*** SUPPLIED DATA ***

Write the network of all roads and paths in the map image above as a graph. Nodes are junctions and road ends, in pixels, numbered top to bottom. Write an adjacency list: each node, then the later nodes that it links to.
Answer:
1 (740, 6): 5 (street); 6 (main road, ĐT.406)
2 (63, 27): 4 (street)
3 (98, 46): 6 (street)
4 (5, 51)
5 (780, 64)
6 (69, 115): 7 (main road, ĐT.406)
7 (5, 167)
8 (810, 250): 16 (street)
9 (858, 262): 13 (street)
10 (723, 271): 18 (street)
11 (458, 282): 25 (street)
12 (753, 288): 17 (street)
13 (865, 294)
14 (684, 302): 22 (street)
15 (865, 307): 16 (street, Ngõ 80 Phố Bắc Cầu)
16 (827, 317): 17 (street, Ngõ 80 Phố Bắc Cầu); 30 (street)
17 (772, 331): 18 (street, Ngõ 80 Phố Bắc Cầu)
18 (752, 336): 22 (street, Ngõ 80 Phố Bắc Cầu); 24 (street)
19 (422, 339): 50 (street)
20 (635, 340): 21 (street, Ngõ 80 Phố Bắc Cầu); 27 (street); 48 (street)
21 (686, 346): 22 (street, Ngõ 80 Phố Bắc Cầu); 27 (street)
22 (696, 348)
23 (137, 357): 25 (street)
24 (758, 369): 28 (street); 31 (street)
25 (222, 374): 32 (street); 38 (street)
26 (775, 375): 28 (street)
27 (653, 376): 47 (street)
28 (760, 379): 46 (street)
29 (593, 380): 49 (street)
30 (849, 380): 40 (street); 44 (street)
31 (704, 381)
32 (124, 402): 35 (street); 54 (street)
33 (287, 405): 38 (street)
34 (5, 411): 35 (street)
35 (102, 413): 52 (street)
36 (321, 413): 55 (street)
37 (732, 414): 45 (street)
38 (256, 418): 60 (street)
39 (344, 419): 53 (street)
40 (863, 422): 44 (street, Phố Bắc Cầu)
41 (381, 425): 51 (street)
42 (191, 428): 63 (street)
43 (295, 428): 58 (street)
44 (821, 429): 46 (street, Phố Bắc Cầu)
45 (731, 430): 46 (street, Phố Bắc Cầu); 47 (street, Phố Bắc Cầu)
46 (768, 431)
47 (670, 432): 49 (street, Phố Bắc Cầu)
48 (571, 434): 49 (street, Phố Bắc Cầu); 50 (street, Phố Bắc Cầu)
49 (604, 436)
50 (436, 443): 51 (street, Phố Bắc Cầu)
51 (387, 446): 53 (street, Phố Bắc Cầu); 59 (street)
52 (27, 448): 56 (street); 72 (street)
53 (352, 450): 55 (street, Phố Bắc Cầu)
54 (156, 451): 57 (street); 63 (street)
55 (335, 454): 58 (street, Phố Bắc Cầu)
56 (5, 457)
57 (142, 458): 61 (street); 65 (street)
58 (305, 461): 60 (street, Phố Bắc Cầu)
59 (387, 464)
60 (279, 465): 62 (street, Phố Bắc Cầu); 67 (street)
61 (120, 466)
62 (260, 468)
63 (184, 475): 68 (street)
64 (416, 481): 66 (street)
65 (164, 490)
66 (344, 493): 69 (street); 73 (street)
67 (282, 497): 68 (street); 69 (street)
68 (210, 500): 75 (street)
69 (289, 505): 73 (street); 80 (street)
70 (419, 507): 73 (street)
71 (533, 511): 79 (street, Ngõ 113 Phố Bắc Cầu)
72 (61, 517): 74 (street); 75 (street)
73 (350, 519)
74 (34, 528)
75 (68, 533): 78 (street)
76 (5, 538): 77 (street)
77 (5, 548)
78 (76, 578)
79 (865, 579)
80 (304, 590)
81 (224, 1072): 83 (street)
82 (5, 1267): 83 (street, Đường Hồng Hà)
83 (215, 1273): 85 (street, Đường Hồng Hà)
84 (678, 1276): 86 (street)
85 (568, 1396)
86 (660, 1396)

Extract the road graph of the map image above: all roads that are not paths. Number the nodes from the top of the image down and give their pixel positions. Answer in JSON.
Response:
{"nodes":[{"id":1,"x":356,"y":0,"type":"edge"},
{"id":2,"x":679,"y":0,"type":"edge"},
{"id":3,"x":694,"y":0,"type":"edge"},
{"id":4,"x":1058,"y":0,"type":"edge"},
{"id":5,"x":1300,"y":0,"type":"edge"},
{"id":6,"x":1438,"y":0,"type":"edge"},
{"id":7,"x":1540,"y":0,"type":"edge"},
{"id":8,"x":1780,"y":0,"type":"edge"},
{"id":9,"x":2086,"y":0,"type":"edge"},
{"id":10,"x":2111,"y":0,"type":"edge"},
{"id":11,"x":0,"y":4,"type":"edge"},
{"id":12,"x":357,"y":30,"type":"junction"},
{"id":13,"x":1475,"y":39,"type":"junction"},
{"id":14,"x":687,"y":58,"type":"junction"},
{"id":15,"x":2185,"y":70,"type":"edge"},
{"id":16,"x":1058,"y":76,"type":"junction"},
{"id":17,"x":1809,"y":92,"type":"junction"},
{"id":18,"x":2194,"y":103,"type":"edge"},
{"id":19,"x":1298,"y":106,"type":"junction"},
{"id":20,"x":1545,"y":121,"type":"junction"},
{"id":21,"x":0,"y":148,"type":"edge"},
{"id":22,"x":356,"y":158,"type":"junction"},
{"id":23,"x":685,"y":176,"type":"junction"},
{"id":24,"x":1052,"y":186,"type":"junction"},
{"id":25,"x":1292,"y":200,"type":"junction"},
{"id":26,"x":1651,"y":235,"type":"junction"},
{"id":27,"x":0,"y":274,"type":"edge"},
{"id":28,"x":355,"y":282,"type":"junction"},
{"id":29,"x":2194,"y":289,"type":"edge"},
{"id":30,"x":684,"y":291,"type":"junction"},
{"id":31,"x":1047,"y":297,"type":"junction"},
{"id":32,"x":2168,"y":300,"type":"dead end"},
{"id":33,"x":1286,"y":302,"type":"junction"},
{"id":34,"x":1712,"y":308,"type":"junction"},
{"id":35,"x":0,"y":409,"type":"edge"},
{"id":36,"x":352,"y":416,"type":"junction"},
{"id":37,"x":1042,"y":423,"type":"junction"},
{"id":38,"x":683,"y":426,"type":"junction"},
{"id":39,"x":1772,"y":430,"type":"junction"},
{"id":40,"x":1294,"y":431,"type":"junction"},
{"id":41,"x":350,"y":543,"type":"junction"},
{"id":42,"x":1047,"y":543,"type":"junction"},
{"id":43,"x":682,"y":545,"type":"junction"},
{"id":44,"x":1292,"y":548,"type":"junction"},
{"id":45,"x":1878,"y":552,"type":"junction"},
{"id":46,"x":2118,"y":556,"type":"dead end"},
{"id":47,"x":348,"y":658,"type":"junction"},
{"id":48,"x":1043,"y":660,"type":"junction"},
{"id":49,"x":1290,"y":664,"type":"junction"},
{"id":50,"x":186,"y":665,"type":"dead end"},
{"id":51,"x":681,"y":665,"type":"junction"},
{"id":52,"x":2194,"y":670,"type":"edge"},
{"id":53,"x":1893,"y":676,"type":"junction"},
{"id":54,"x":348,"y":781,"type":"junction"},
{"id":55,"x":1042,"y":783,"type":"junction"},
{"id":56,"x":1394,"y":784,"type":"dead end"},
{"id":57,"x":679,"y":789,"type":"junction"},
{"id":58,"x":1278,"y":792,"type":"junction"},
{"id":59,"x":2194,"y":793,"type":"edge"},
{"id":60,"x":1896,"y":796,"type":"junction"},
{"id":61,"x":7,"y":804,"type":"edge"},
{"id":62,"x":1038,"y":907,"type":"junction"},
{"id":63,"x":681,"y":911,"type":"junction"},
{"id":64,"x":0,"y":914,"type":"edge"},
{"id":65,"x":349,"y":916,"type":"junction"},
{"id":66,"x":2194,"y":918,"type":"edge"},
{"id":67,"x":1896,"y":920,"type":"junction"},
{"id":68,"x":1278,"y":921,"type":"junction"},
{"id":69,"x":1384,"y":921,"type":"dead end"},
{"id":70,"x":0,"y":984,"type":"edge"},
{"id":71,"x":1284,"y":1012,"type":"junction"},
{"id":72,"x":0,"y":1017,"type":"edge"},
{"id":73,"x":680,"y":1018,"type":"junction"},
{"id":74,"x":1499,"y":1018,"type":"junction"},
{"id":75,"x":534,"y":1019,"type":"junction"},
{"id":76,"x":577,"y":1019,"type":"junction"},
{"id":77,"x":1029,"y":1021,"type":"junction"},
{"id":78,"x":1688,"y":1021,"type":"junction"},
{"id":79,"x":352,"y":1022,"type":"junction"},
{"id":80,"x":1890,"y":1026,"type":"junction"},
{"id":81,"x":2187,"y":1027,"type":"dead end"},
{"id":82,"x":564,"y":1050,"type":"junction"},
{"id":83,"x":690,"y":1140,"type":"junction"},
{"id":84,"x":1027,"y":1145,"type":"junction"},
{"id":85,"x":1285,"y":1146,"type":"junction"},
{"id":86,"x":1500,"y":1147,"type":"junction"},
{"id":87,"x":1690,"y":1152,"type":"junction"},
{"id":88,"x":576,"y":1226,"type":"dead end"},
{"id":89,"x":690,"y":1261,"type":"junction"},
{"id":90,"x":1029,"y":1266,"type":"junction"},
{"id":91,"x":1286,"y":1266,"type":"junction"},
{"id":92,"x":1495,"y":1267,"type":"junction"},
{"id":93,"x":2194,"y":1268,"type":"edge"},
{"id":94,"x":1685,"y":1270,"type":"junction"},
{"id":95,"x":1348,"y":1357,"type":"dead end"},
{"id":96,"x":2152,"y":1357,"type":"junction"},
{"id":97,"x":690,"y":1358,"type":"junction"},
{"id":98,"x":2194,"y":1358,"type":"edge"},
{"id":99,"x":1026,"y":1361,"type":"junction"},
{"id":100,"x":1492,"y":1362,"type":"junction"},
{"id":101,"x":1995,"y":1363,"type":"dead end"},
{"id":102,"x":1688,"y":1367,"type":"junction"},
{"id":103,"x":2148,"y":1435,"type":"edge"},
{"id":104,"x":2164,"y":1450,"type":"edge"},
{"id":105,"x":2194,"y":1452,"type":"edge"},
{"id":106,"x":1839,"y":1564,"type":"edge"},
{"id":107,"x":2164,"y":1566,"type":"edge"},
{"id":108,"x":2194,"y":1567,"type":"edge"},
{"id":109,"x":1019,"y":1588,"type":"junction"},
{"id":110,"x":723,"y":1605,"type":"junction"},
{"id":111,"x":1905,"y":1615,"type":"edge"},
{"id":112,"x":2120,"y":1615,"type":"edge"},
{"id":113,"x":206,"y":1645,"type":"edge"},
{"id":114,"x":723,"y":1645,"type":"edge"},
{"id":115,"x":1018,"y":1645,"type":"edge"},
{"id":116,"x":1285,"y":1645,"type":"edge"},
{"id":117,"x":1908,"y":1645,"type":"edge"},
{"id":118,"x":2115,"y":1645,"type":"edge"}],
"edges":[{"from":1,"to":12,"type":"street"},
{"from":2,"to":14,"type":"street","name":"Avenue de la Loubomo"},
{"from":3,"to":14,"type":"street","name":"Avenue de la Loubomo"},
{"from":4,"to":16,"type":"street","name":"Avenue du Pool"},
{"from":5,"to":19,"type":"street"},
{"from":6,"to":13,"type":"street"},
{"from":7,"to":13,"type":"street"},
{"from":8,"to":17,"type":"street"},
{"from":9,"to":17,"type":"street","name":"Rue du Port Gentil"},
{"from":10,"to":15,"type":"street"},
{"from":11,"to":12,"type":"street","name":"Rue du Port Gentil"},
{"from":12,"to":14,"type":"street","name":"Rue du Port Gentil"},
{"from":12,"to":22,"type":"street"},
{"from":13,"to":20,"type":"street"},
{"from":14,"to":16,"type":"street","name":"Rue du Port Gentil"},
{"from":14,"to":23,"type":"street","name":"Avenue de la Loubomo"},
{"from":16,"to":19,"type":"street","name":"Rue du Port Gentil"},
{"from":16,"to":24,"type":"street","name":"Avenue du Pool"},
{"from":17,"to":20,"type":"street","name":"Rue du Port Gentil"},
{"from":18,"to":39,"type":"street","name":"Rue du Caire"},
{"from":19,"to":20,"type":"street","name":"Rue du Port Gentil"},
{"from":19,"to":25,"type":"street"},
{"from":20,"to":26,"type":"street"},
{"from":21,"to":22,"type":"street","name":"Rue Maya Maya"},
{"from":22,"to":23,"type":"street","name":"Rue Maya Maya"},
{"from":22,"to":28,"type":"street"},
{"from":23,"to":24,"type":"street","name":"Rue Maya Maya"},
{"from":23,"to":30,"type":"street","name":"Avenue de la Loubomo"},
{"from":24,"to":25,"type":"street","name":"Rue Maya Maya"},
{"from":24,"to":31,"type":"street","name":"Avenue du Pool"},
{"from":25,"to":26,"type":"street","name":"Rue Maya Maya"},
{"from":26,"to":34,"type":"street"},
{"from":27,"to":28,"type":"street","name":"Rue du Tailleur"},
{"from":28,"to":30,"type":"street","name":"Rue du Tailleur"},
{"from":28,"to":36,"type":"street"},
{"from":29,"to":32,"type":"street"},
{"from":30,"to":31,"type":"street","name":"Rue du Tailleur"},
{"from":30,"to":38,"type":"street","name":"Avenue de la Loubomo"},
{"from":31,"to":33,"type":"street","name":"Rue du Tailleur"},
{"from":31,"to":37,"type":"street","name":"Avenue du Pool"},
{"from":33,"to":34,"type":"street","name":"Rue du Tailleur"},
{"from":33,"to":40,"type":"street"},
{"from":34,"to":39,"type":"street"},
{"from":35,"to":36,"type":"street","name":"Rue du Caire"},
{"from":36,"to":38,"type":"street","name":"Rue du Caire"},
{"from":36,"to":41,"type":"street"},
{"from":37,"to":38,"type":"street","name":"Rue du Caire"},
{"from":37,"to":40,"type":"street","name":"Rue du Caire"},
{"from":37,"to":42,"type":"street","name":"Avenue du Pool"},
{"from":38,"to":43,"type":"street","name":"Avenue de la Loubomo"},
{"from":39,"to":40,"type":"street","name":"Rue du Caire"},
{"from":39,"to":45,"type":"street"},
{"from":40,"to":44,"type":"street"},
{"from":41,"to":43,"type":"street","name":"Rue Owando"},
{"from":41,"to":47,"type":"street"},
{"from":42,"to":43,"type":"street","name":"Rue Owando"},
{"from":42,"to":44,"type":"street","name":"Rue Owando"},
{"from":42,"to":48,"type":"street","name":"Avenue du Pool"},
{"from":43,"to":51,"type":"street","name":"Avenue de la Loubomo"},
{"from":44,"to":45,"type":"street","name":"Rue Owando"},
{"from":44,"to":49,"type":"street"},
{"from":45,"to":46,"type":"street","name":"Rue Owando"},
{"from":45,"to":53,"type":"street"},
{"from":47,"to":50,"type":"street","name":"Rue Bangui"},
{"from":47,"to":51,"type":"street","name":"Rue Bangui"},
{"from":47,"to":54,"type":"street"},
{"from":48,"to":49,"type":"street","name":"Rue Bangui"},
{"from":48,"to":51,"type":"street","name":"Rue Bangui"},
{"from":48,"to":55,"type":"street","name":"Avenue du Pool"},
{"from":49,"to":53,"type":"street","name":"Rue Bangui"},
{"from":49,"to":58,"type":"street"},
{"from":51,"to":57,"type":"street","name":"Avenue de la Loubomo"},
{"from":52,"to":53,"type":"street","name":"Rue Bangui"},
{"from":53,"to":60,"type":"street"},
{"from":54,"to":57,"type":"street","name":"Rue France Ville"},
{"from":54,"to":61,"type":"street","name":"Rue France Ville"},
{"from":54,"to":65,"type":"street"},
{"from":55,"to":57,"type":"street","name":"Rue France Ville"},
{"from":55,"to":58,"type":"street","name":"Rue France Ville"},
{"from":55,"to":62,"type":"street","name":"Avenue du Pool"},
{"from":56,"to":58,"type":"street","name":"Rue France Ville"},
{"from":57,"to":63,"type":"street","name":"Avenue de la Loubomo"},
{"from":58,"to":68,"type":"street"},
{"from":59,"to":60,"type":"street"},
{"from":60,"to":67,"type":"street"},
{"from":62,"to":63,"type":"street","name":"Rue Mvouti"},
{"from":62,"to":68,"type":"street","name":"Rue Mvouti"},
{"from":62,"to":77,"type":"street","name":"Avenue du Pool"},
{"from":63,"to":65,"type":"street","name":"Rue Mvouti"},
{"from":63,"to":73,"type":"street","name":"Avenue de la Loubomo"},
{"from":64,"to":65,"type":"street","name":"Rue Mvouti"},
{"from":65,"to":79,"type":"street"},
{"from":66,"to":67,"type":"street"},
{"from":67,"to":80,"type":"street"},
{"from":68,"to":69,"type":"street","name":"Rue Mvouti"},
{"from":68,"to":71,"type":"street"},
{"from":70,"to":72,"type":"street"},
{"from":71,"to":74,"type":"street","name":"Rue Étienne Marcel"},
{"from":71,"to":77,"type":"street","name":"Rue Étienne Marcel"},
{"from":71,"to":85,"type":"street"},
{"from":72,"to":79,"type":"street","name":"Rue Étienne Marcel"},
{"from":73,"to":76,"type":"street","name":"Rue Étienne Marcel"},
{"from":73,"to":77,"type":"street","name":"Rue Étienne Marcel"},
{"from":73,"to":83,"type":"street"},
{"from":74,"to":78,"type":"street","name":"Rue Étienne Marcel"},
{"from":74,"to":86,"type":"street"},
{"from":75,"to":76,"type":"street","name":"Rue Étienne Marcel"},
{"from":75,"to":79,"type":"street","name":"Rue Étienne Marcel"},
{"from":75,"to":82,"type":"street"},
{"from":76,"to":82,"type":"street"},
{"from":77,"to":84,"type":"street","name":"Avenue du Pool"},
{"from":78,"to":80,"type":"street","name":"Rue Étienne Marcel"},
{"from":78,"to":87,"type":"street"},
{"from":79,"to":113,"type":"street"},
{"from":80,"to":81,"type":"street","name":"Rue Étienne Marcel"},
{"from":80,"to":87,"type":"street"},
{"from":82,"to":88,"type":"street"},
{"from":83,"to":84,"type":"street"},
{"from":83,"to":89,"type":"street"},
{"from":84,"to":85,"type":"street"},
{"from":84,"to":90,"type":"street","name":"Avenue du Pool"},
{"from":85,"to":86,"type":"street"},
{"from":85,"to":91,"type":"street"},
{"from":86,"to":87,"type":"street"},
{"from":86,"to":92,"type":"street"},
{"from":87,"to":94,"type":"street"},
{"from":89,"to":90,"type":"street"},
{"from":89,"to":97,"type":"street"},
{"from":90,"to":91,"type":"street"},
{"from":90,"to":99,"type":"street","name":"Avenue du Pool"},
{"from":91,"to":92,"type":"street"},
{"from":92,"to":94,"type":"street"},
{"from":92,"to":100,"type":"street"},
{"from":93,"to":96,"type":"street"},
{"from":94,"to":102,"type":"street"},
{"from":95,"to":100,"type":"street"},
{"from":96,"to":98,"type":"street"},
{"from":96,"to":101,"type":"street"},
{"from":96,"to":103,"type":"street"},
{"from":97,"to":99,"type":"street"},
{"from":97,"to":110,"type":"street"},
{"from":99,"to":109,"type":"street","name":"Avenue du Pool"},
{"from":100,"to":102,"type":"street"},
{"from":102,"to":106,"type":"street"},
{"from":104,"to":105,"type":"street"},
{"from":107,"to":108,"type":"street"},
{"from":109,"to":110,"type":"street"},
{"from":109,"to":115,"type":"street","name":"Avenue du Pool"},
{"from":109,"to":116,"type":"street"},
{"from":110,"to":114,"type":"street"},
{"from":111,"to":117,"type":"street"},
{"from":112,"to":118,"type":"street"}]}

*** End of SUPPLIED DATA ***

GOAL OF THE EXERCISE
Copy every line from the records that holds the string "image".

ANSWER TO THIS TASK
Write the network of all roads and paths in the map image above as a graph. Nodes are junctions and road ends, in pixels, numbered top to bottom. Write an adjacency list: each node, then the later nodes that it links to.
Extract the road graph of the map image above: all roads that are not paths. Number the nodes from the top of the image down and give their pixel positions. Answer in JSON.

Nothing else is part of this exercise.